Mingardi destacou ainda que essa prática está sendo relatada nos casos recentes de violência em São Paulo, mas que não há identificação dos responsáveis. “Nos últimos tempos, nós tivemos várias denúncias de recolhimento das cápsulas das balas por parte dos policiais militares ou por parte de alguém que apareceu depois”, declarou.

A medida é considerada um avanço pelo diretor do Serviço de Atendimento Móvel de Urgência (Samu) de São Paulo, Luiz Carlos Wilke.

“A norma é adequada, até mesmo porque significa uma evolução. Toda cidade vai se adequando e melhorando seu sistema de emergência até que, em um determinado momento, os únicos a fazerem esse tipo de atendimento pré-hospitalar é o serviço de emergência, como é o caso do Samu”, avaliou. O diretor garantiu que o atendimento do Samu cumpre o tempo-padrão internacional de dez minutos para chegar às ocorrências graves.

Wilke discorda que a proibição do socorro pelas viaturas da polícia represente um risco à integridade das vítimas. “Qualquer ferido grave é muito melhor atendido por profissional treinado, com equipamentos. Antes [com o socorro policial] a vítima não era atendida, e sim removida para um hospital. Com o Samu intervindo, ela passa a ter o atendimento inicial já no local”, argumenta.

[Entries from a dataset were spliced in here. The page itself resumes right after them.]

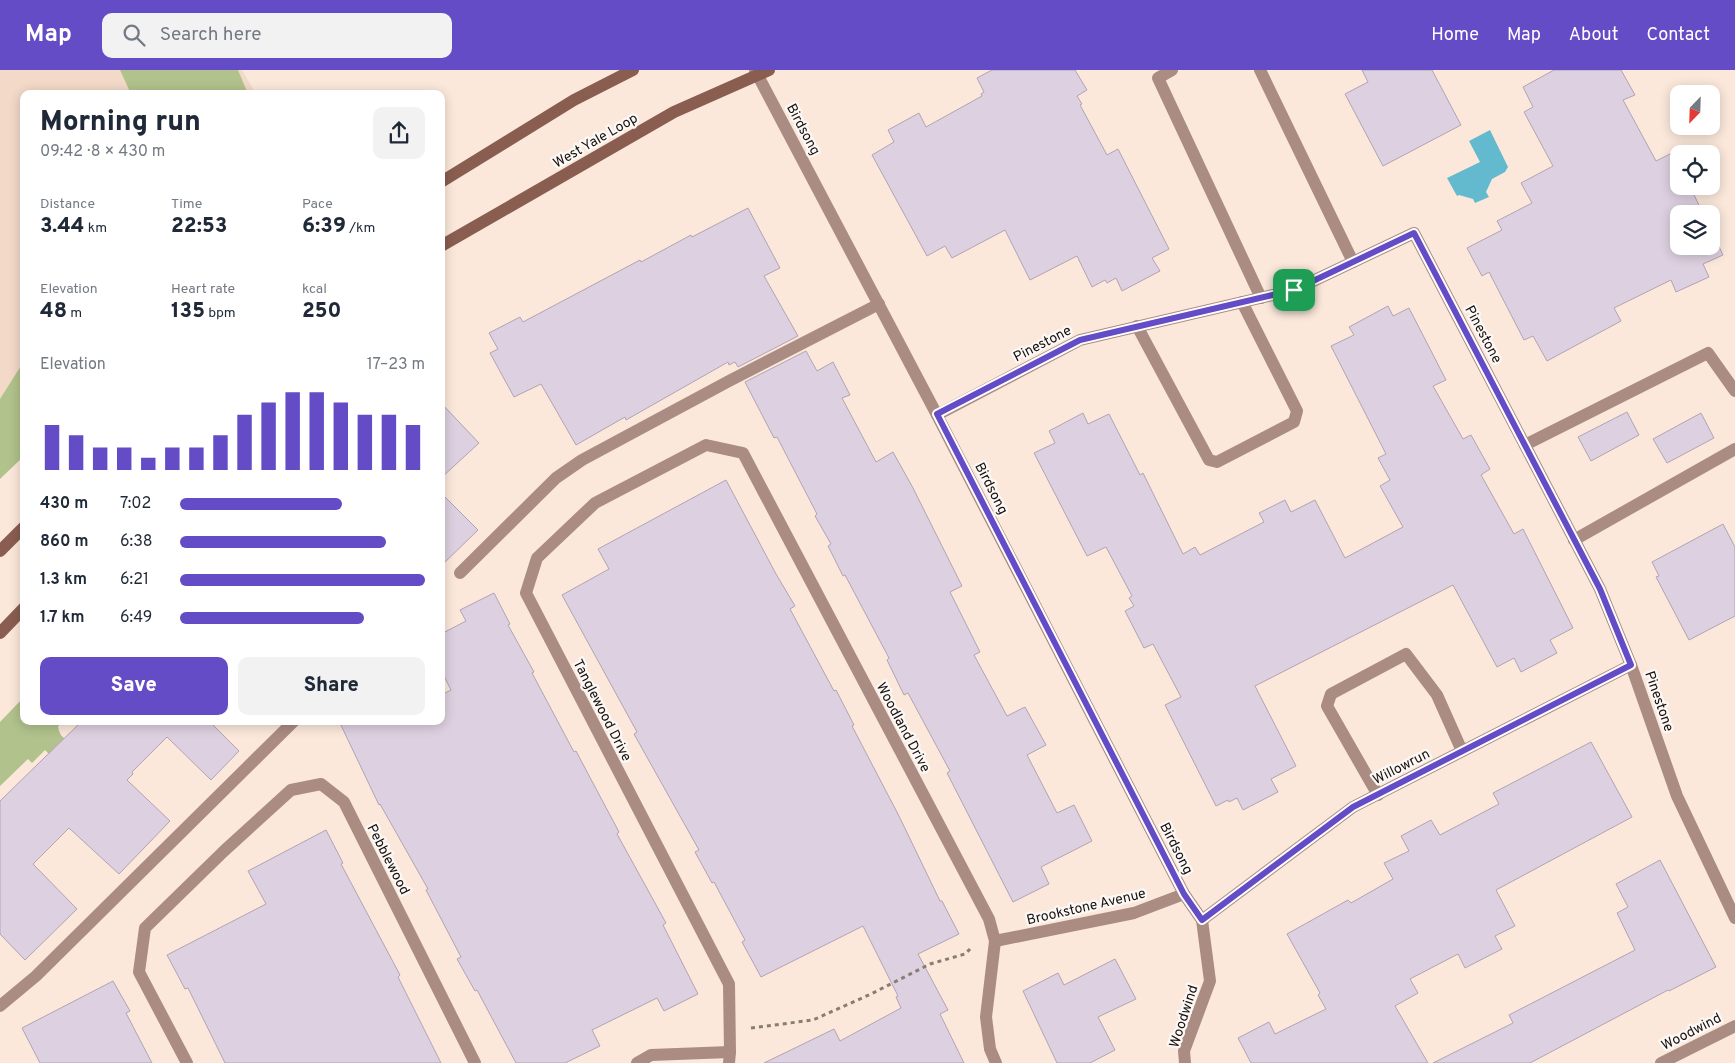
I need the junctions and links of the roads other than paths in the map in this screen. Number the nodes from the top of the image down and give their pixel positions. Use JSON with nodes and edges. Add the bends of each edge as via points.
{"nodes":[{"id":1,"x":633,"y":70,"type":"edge"},
{"id":2,"x":1172,"y":70,"type":"edge"},
{"id":3,"x":1260,"y":70,"type":"edge"},
{"id":4,"x":761,"y":72,"type":"edge"},
{"id":5,"x":445,"y":180,"type":"edge"},
{"id":6,"x":445,"y":244,"type":"edge"},
{"id":7,"x":1353,"y":262,"type":"junction"},
{"id":8,"x":1261,"y":298,"type":"junction"},
{"id":9,"x":1242,"y":302,"type":"junction"},
{"id":10,"x":879,"y":304,"type":"junction"},
{"id":11,"x":1137,"y":326,"type":"junction"},
{"id":12,"x":1735,"y":391,"type":"edge"},
{"id":13,"x":937,"y":414,"type":"junction"},
{"id":14,"x":706,"y":445,"type":"joint"},
{"id":15,"x":1525,"y":446,"type":"junction"},
{"id":16,"x":1735,"y":449,"type":"edge"},
{"id":17,"x":20,"y":531,"type":"edge"},
{"id":18,"x":1574,"y":540,"type":"junction"},
{"id":19,"x":0,"y":551,"type":"edge"},
{"id":20,"x":460,"y":573,"type":"dead end"},
{"id":21,"x":20,"y":612,"type":"edge"},
{"id":22,"x":0,"y":633,"type":"edge"},
{"id":23,"x":1631,"y":665,"type":"junction"},
{"id":24,"x":290,"y":725,"type":"edge"},
{"id":25,"x":1462,"y":751,"type":"junction"},
{"id":26,"x":1378,"y":794,"type":"junction"},
{"id":27,"x":1184,"y":894,"type":"junction"},
{"id":28,"x":1735,"y":918,"type":"edge"},
{"id":29,"x":1202,"y":920,"type":"junction"},
{"id":30,"x":995,"y":941,"type":"junction"},
{"id":31,"x":0,"y":1006,"type":"edge"},
{"id":32,"x":1735,"y":1026,"type":"edge"},
{"id":33,"x":729,"y":1058,"type":"edge"},
{"id":34,"x":188,"y":1063,"type":"edge"},
{"id":35,"x":475,"y":1063,"type":"edge"},
{"id":36,"x":637,"y":1063,"type":"edge"},
{"id":37,"x":996,"y":1063,"type":"edge"},
{"id":38,"x":1185,"y":1063,"type":"edge"},
{"id":39,"x":1661,"y":1063,"type":"edge"}],
"edges":[{"from":1,"to":5,"type":"main road","via":[[574,100]]},
{"from":2,"to":8,"type":"street","via":[[1158,78]]},
{"from":3,"to":7,"type":"street"},
{"from":4,"to":6,"type":"main road","name":"West Yale Loop","via":[[674,112]]},
{"from":4,"to":10,"type":"street","name":"Birdsong"},
{"from":7,"to":8,"type":"street","name":"Pinestone","via":[[1294,290]]},
{"from":7,"to":15,"type":"street","name":"Pinestone","via":[[1414,233]]},
{"from":8,"to":9,"type":"street","name":"Pinestone"},
{"from":9,"to":11,"type":"street","name":"Pinestone"},
{"from":9,"to":11,"type":"street","via":[[1297,411],[1294,422],[1217,462],[1208,460]]},
{"from":10,"to":13,"type":"street","name":"Birdsong"},
{"from":10,"to":20,"type":"street","via":[[582,460],[556,478]]},
{"from":11,"to":13,"type":"street","name":"Pinestone","via":[[1080,340]]},
{"from":12,"to":15,"type":"street","via":[[1708,353]]},
{"from":13,"to":27,"type":"street","name":"Birdsong"},
{"from":14,"to":30,"type":"street","name":"Woodland Drive","via":[[743,453],[989,919]]},
{"from":14,"to":33,"type":"street","name":"Tanglewood Drive","via":[[595,503],[538,558],[526,593],[729,984]]},
{"from":15,"to":18,"type":"street","name":"Pinestone"},
{"from":16,"to":18,"type":"street"},
{"from":17,"to":19,"type":"main road"},
{"from":18,"to":23,"type":"street","name":"Pinestone","via":[[1600,589]]},
{"from":21,"to":22,"type":"main road"},
{"from":23,"to":25,"type":"street","name":"Willowrun"},
{"from":23,"to":28,"type":"street","name":"Pinestone","via":[[1677,796]]},
{"from":24,"to":31,"type":"street","via":[[36,976]]},
{"from":25,"to":26,"type":"street","name":"Willowrun"},
{"from":25,"to":26,"type":"street","via":[[1437,695],[1406,654],[1331,694],[1327,706]]},
{"from":26,"to":29,"type":"street","name":"Willowrun","via":[[1353,807]]},
{"from":27,"to":29,"type":"street","name":"Birdsong"},
{"from":27,"to":30,"type":"street","name":"Brookstone Avenue","via":[[1134,913]]},
{"from":29,"to":38,"type":"street","name":"Woodwind","via":[[1210,981],[1184,1051]]},
{"from":30,"to":37,"type":"street","name":"Woodland Drive","via":[[986,1017],[990,1049]]},
{"from":32,"to":39,"type":"street","name":"Woodwind"},
{"from":33,"to":36,"type":"street","via":[[651,1055]]},
{"from":34,"to":35,"type":"street","name":"Pebblewood","via":[[139,972],[145,928],[291,790],[321,784],[344,802]]}]}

O diretor aponta que as ocorrências resultantes desses crimes representam menos de 1% do total de 1,2 mil atendimentos diários feitos pelo Samu em São Paulo. “Em muitos desses casos, o Samu já é chamado e faz o socorro. São poucos os casos em que as viaturas transportam a vítima para o hospital. Temos casos que impactam muito mais no sistema, como os trotes, que representam 20% das ocorrências”, relatou.

O serviço de resgate do Corpo de Bombeiros também não deve ser afetado pela resolução da Secretaria de Segurança Pública (SSP) de São Paulo, conforme explicou o capitão Renato de Natale Júnior, que responde pelo setor de comunicação social da corporação. “Por ser uma resolução recente, o comando ainda não tem uma posição específica, mas, do ponto de vista operacional, nada deve mudar”, declarou.